■ **Stored items**:

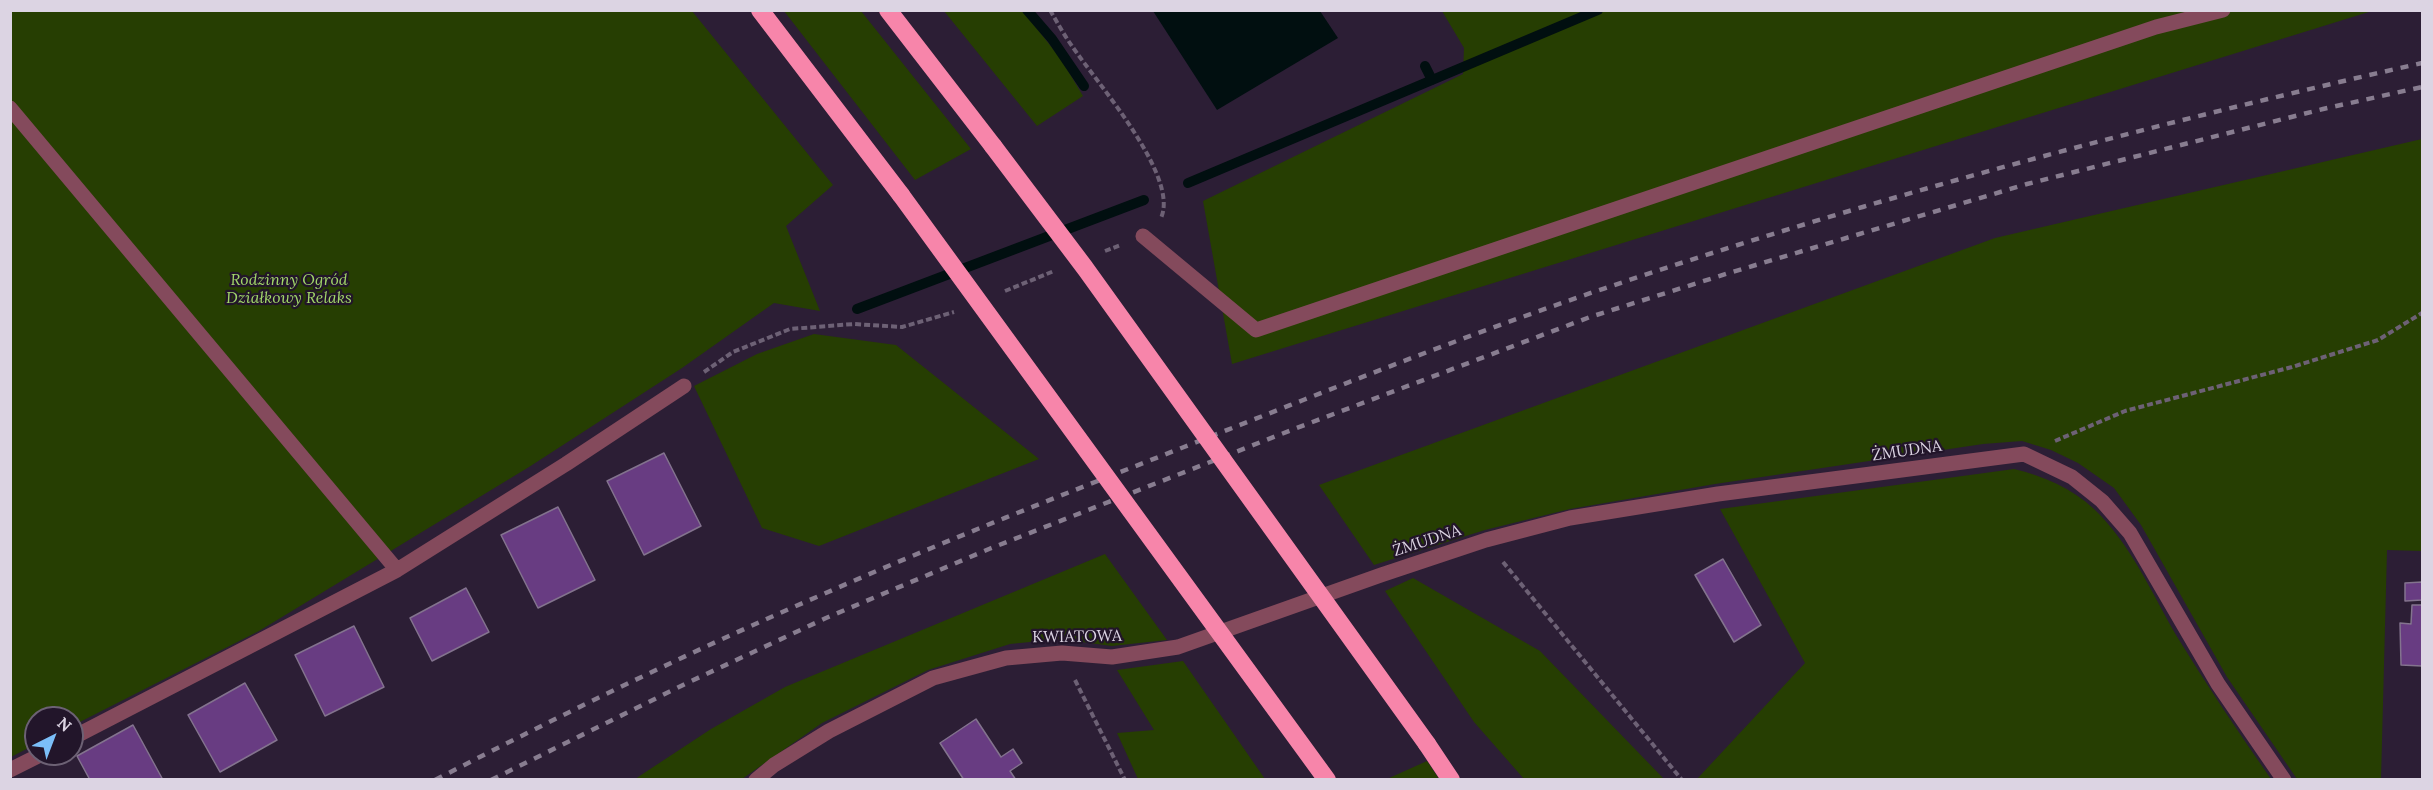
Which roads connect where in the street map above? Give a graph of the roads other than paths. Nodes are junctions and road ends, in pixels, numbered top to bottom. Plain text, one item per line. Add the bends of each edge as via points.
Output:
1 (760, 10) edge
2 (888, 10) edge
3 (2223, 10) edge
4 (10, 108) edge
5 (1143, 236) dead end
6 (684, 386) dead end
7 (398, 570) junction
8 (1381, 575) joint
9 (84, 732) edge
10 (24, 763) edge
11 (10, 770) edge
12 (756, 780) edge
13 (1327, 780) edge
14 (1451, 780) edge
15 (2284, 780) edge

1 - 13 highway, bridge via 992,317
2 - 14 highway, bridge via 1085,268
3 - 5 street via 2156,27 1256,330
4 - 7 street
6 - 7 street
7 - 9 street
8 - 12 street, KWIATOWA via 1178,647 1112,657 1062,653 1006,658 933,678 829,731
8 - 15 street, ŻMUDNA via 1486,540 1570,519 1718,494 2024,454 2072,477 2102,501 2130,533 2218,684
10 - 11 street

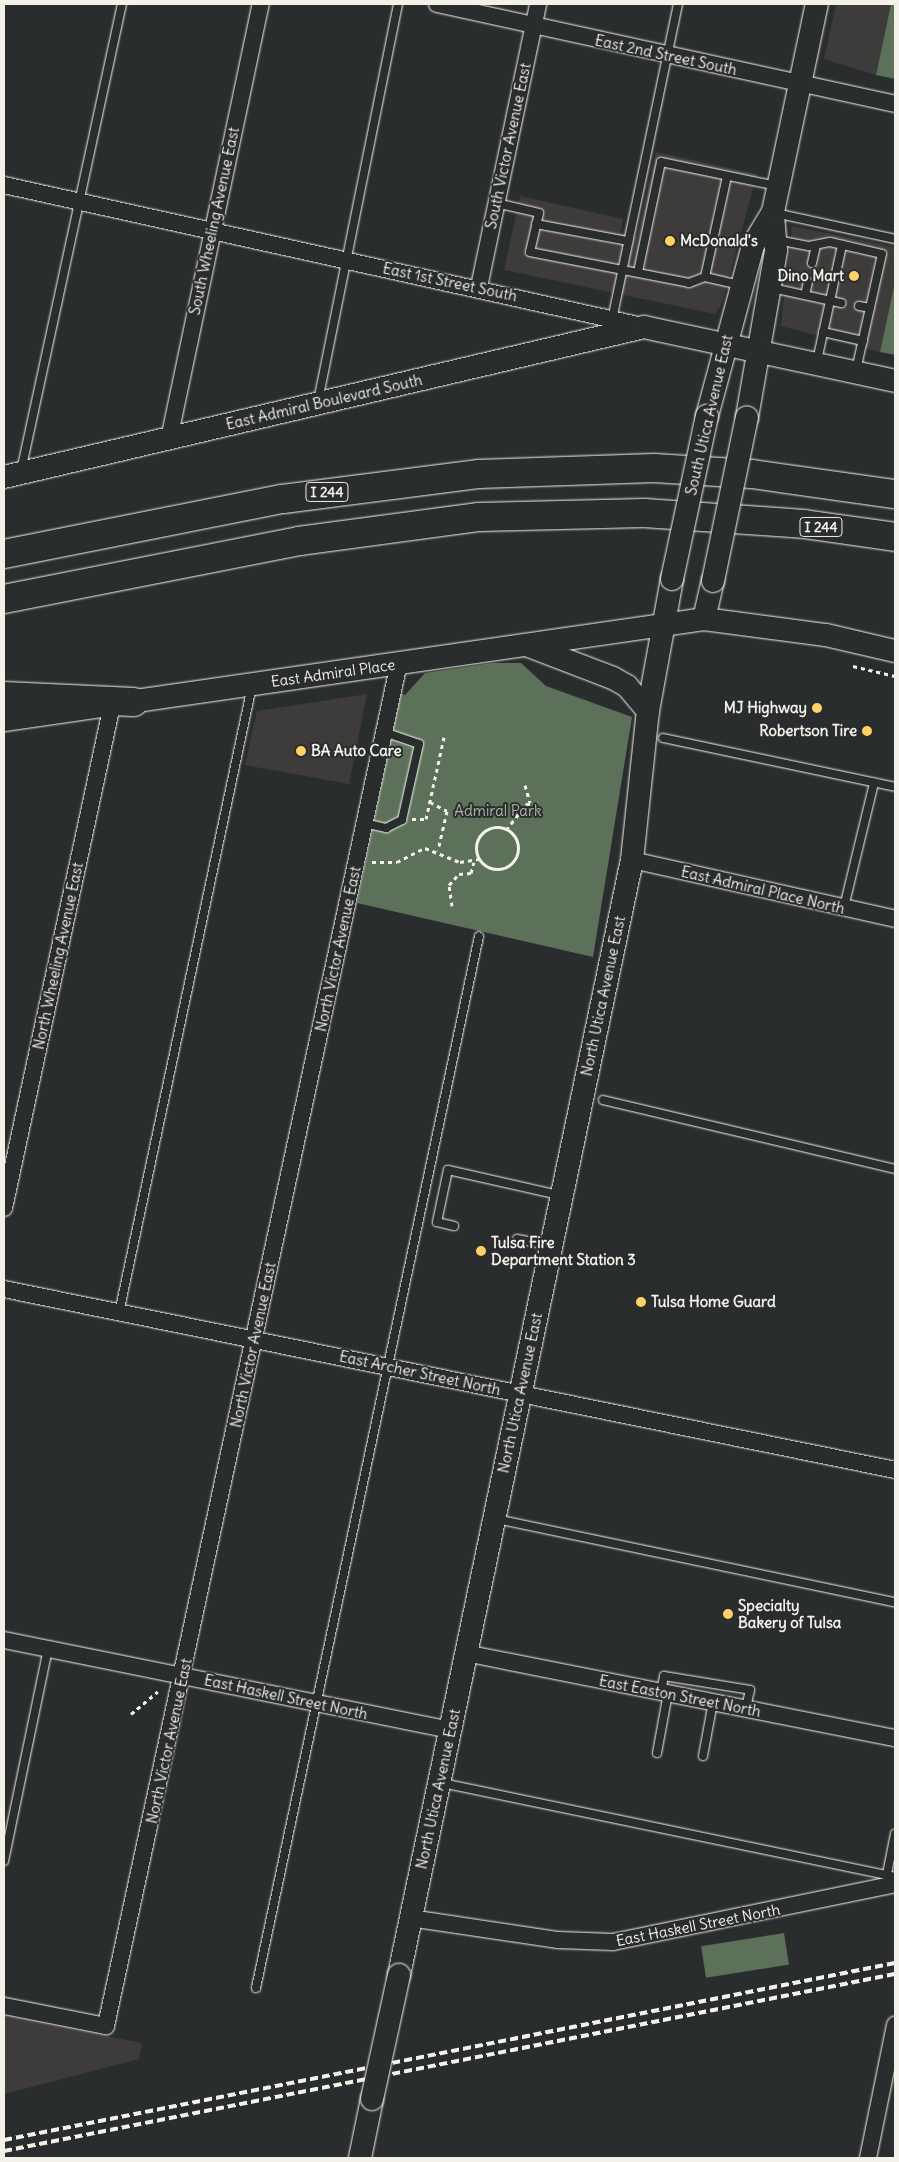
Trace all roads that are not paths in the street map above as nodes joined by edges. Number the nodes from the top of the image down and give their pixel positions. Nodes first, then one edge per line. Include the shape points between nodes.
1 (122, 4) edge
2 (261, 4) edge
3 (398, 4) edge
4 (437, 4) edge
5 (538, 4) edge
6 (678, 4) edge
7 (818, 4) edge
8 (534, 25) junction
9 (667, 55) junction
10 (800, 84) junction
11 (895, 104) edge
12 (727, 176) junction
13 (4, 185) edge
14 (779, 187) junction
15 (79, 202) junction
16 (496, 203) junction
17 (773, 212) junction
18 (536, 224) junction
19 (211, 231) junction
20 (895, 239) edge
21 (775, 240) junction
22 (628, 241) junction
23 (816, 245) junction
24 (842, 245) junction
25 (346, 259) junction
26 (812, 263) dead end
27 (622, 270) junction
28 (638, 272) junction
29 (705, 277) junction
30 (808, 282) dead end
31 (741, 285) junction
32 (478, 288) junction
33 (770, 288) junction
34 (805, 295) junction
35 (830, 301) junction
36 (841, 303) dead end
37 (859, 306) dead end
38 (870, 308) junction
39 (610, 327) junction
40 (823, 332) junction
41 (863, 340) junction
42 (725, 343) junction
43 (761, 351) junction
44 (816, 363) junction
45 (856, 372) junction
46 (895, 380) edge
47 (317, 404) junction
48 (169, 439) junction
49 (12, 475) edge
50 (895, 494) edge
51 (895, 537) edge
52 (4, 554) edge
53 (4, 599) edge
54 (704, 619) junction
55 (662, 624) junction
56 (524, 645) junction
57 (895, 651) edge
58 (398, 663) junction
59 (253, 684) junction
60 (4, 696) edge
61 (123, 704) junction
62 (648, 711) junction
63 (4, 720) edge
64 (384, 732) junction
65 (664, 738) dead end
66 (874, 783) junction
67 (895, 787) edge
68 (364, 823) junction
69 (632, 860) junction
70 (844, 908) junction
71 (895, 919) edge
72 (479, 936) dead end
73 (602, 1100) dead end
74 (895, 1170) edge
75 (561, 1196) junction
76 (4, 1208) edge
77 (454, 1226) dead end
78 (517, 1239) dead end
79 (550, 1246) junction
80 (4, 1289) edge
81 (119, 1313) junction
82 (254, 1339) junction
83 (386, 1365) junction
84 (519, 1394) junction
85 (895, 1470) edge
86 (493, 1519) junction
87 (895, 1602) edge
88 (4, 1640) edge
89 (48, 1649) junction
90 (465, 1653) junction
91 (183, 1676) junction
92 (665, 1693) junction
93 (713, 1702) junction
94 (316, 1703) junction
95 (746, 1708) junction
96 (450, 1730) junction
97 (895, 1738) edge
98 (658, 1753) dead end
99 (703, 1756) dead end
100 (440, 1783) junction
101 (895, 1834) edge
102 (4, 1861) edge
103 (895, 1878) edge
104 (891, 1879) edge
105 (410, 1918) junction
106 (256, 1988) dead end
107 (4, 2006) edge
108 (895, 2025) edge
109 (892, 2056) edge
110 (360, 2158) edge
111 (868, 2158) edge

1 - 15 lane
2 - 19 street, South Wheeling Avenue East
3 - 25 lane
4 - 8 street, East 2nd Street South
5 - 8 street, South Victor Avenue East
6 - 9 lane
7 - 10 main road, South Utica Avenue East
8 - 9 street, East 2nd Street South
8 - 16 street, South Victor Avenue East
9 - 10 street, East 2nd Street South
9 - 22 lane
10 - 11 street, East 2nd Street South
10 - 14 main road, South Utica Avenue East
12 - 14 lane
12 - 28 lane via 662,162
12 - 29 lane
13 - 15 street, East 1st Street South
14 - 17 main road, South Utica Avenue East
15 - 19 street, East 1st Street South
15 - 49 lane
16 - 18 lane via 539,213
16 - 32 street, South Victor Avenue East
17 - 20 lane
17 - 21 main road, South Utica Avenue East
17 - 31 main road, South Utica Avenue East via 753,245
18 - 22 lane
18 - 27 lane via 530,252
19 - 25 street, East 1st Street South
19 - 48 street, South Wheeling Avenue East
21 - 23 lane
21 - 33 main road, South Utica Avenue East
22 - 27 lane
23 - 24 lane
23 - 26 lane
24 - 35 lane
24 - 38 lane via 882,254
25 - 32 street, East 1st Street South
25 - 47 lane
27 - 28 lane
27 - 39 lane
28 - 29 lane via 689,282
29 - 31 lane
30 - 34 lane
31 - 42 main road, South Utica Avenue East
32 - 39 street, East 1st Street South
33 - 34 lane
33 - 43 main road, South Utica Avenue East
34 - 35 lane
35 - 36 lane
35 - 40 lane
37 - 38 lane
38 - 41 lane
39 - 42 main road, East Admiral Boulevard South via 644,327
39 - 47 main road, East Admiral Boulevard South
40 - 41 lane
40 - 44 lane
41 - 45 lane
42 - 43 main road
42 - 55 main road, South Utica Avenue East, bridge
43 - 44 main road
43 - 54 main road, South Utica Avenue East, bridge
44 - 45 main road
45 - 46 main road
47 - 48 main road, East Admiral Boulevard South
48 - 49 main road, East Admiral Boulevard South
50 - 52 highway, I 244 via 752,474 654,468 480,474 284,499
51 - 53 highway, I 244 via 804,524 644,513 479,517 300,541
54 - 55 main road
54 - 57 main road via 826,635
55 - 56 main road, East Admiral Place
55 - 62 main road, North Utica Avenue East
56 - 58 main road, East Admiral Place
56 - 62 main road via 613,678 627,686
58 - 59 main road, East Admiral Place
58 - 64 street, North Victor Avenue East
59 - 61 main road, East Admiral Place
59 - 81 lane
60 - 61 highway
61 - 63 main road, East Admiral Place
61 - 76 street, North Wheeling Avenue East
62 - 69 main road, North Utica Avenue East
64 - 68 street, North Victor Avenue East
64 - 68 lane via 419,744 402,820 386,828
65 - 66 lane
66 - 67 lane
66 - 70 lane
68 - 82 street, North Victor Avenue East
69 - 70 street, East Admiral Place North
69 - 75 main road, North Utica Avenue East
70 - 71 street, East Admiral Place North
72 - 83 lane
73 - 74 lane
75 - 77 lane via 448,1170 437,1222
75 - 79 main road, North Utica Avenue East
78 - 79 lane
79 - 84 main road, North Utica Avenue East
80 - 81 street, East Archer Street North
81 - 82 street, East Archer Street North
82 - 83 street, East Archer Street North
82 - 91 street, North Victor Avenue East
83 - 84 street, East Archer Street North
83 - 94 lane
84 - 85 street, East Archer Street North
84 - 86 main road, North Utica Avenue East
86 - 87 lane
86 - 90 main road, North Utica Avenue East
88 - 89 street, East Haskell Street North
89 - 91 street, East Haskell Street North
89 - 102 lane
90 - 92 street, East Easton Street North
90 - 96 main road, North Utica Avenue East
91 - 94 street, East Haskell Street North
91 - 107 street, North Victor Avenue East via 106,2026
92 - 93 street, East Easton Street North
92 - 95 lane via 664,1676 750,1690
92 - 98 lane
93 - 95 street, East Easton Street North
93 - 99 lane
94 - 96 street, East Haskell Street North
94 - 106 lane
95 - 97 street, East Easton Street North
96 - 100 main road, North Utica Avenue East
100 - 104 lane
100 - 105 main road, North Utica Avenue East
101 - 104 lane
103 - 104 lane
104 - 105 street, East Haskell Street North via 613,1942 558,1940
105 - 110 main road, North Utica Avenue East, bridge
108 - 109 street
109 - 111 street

■ **Problem**:
On how many lines above does the word "bridge" appear? Answer with that figure only.

■ **Final answer**:
5